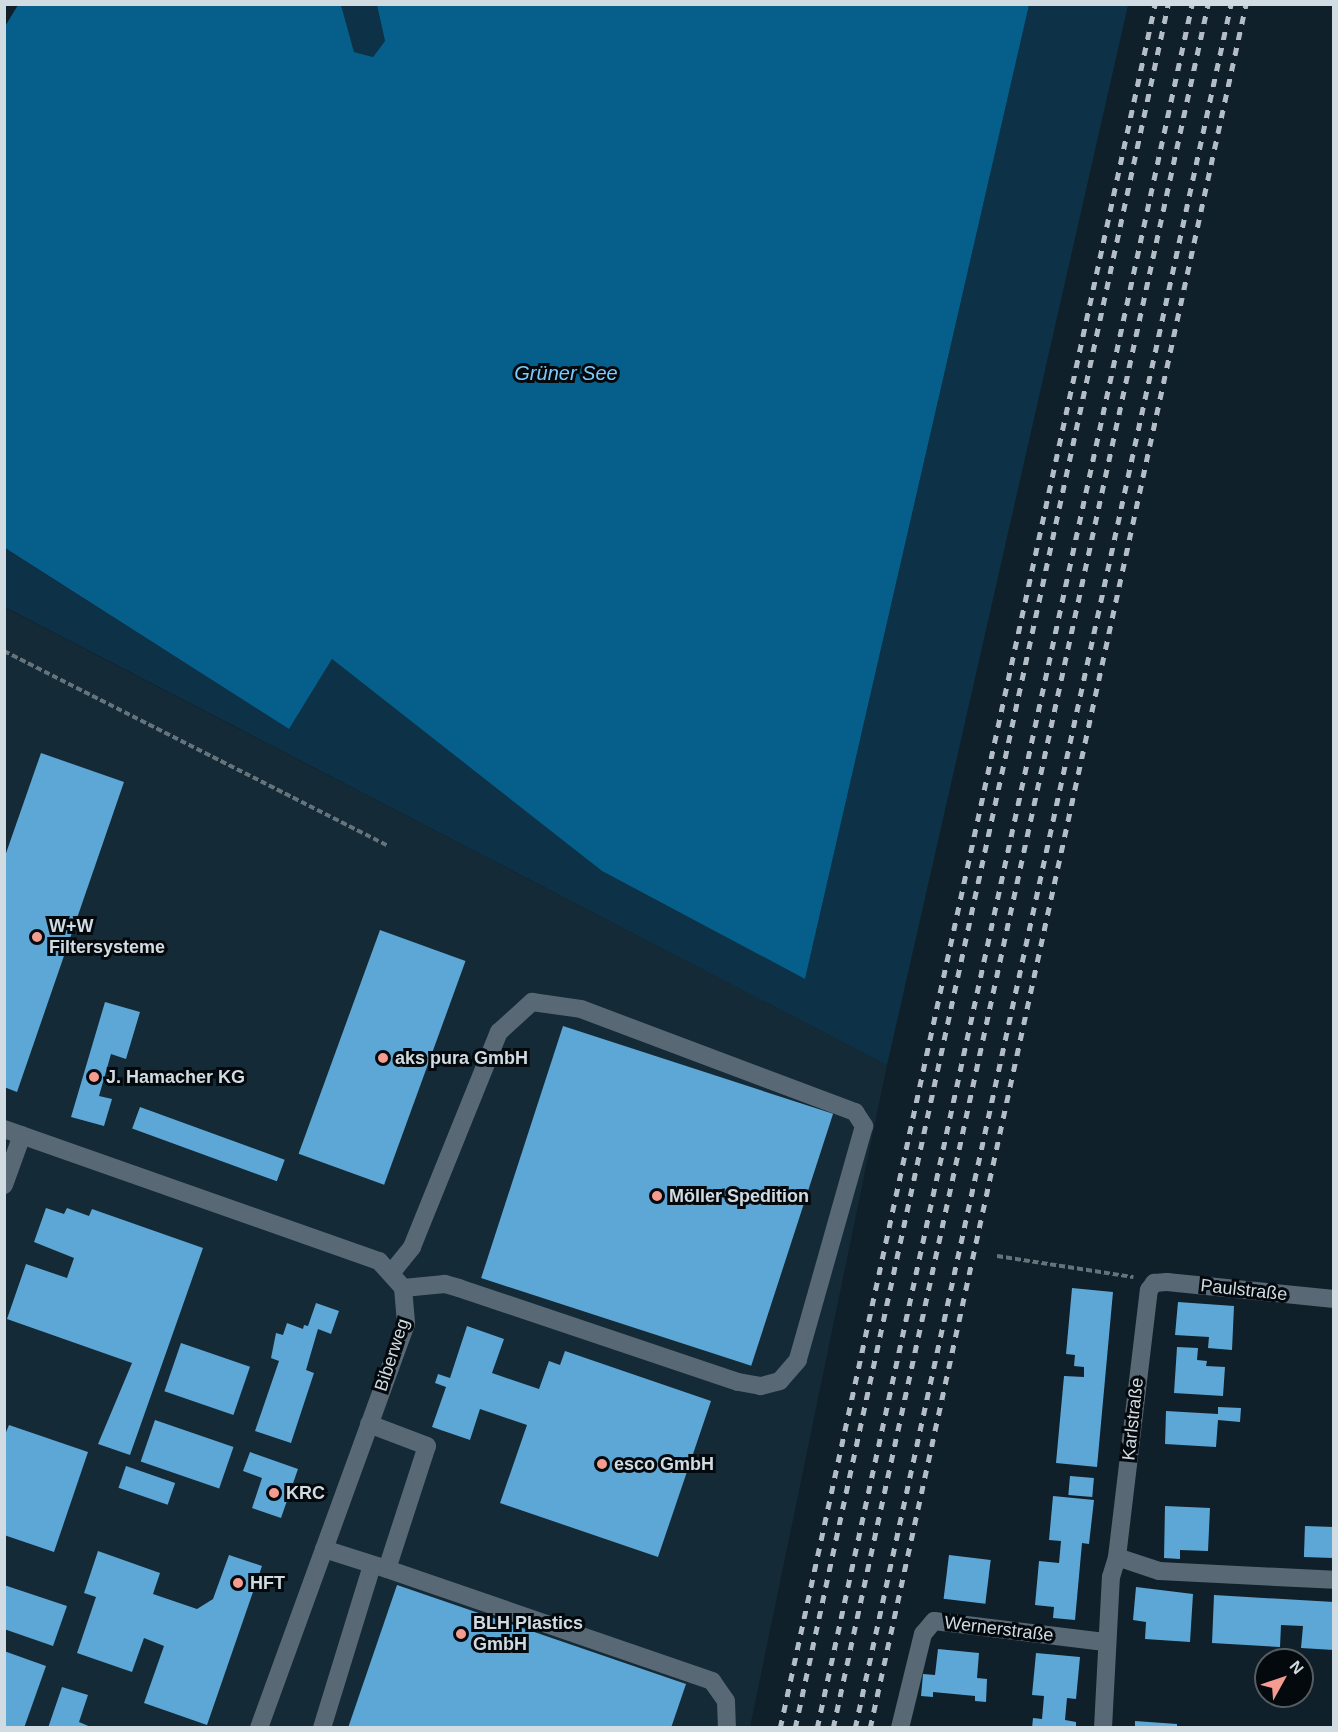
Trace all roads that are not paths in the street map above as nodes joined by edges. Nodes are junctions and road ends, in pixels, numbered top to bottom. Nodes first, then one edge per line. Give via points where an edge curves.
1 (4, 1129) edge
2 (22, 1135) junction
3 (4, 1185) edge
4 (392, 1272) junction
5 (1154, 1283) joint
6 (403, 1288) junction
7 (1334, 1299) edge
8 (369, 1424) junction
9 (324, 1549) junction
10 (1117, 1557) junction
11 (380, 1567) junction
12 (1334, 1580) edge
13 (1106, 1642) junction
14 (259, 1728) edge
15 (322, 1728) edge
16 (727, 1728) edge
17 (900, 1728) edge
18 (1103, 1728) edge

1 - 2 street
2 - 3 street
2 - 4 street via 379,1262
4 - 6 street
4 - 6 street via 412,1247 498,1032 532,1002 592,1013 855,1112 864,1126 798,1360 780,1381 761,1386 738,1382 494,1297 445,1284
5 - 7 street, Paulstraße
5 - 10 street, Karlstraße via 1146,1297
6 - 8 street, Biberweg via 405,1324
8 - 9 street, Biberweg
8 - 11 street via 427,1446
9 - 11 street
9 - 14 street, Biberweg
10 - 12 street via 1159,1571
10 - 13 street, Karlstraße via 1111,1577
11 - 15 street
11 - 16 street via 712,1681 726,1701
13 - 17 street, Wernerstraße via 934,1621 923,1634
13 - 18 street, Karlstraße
───
TASK TO COMPLETE — The entries are to be restated word for word, and no picture should appear in the copy.

RESPONSE BELOW —
Trace all roads that are not paths in the street map above as nodes joined by edges. Nodes are junctions and road ends, in pixels, numbered top to bottom. Nodes first, then one edge per line. Give via points where an edge curves.
1 (4, 1129) edge
2 (22, 1135) junction
3 (4, 1185) edge
4 (392, 1272) junction
5 (1154, 1283) joint
6 (403, 1288) junction
7 (1334, 1299) edge
8 (369, 1424) junction
9 (324, 1549) junction
10 (1117, 1557) junction
11 (380, 1567) junction
12 (1334, 1580) edge
13 (1106, 1642) junction
14 (259, 1728) edge
15 (322, 1728) edge
16 (727, 1728) edge
17 (900, 1728) edge
18 (1103, 1728) edge

1 - 2 street
2 - 3 street
2 - 4 street via 379,1262
4 - 6 street
4 - 6 street via 412,1247 498,1032 532,1002 592,1013 855,1112 864,1126 798,1360 780,1381 761,1386 738,1382 494,1297 445,1284
5 - 7 street, Paulstraße
5 - 10 street, Karlstraße via 1146,1297
6 - 8 street, Biberweg via 405,1324
8 - 9 street, Biberweg
8 - 11 street via 427,1446
9 - 11 street
9 - 14 street, Biberweg
10 - 12 street via 1159,1571
10 - 13 street, Karlstraße via 1111,1577
11 - 15 street
11 - 16 street via 712,1681 726,1701
13 - 17 street, Wernerstraße via 934,1621 923,1634
13 - 18 street, Karlstraße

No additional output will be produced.